In this context, the assessment of intelligence should rely on whether an individual´s chosen goals are coherent with the methods selected to achieve them and the skills demonstrated in that process.

Naturally, a person who desires to become a successful banker will not need the same set of skills as someone wishing to become the world´s most famous violinist. However, Sternberg´s vision of intelligence would encompass both of these goals. In other words, it would take an intelligent person, in the Sternbergian sense, to achieve either of these goals, which do not necessarily require the individuals to excel at analytical skills or possess a superior memory, as the traditional notion of intelligence would have it.

The Gift of Basic Abilities

A 2011 article by Hambrick and Meinz presents evidence from the field of music training that basic abilities — the kind people are endowed with from birth — can predict success in a wide range of extremely complex tasks. In a study designed to assess whether deliberate practice might overcome the decisive effect of working-memory capacity in sight-reading for pianists (i.e., the ability to play a piece without any prior preparation), their findings indicated that working-memory capacity was “a positive predictor of performance above and beyond deliberate practice” and that there was no substantial evidence that more deliberate practice could reduce the effect that working-memory capacity had on performance.

In other words, according to Hambrick and Meinz, practice can’t make perfect, without a little help from mother nature.

Intution vs. Cognition

Best known for being the founding father of modern behavioral economics, Nobel Laureate Daniel Kahneman believes that humans resort to two different modes of reasoning, which he has labelled as intuitive (System 1) and deliberative (System 2). Kahneman’s research has lead him to conclude that individuals most often allow their fast intuitions, or the first ideas and solutions that come to mind, to supersede deliberation. Even in situations that seem to call for deliberate thinking and careful assessment, we seem to be letting everything that is heuristic and affective rule over our more rational side.

Presenting a very simple mathematical problem to the likes fo Princeton University students, Kahneman found an astoundingly elevated rate of errors, where even the slightest deliberation would have shed light on the right solution, even among people with only basic education and mathematical skills.

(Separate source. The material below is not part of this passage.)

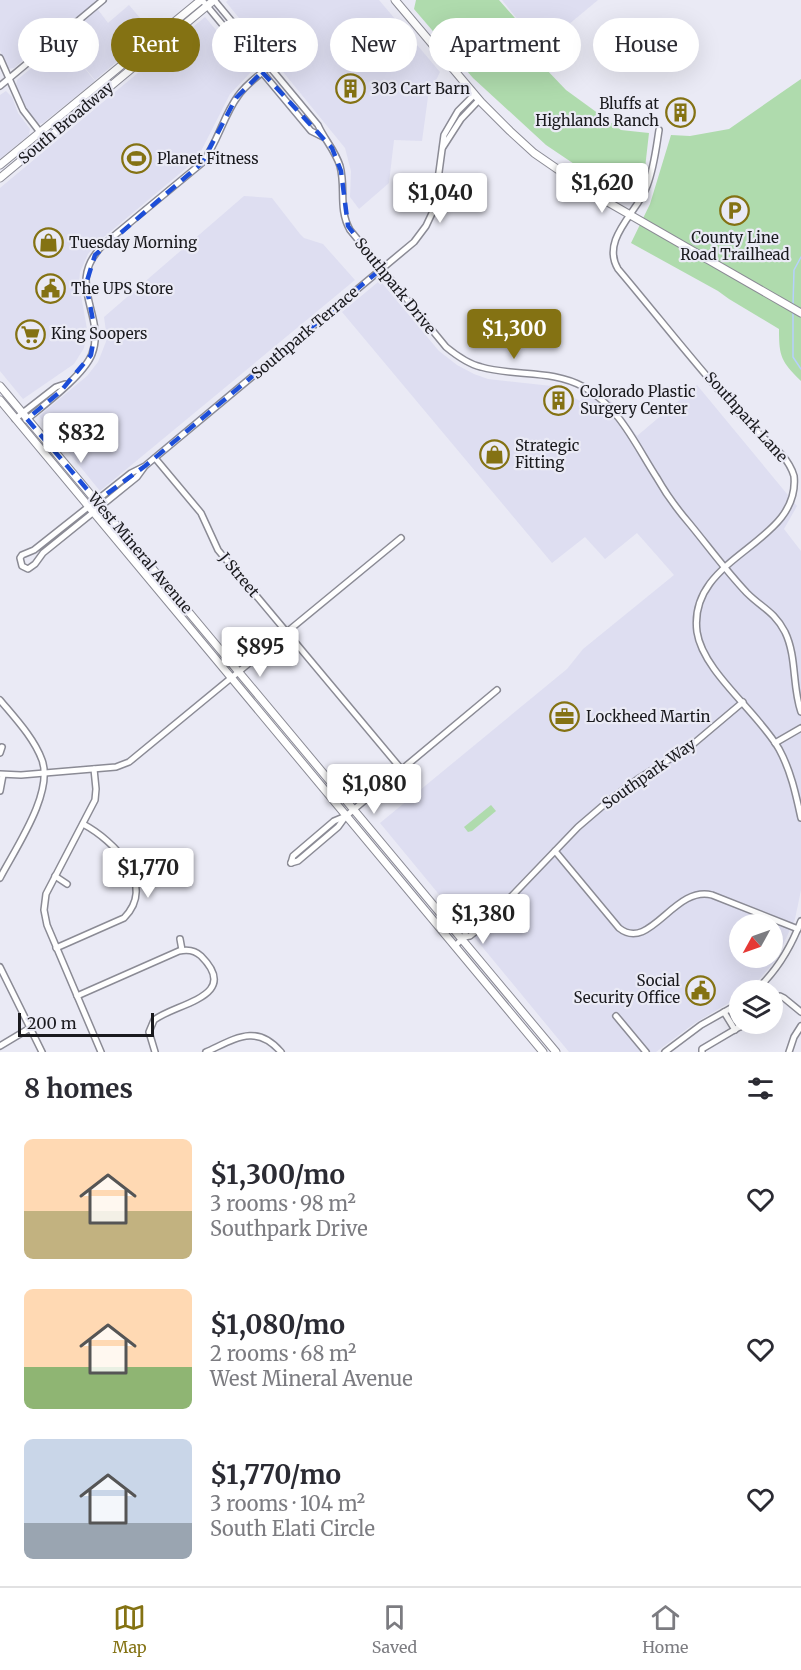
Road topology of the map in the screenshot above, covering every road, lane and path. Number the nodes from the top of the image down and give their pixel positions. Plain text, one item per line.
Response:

According to Kahneman, this goes to show just how little we monitor the results of careless and effortless associative thinking, and how often we appear “content to trust a plausible judgment that quickly comes to mind.

In the light of Kahneman´s proposed theoretical framework and empirical findings, and drawing from Sternberg’s concept of intelligence, it would seem that the ability to set goals, find coherent ways to achieve them, and monitor intutitive reasoning enough along the way, can lay the true foundations of personal success. Naturally, as Hambrick and Meinz have shown, a little help from mother nature might not hurt at all.

References

Neale, S., Spencer-Arnell, L., Wilson, L. (2009). Emotional intelligence coaching: Improving performance for leaders, coaches and the individual. London: Kogan Page.

Sternberg, R., & Grigorenko, E. (2002). The theory of successful intelligence as a basis for instruction and assessment in higher education New Directions for Teaching and Learning, 2002 (89), 45-53 DOI: 10.1002/tl.46

Kahneman, D. (2011) Thinking, fast and slow. New York: Farrar, Straus and Giroux.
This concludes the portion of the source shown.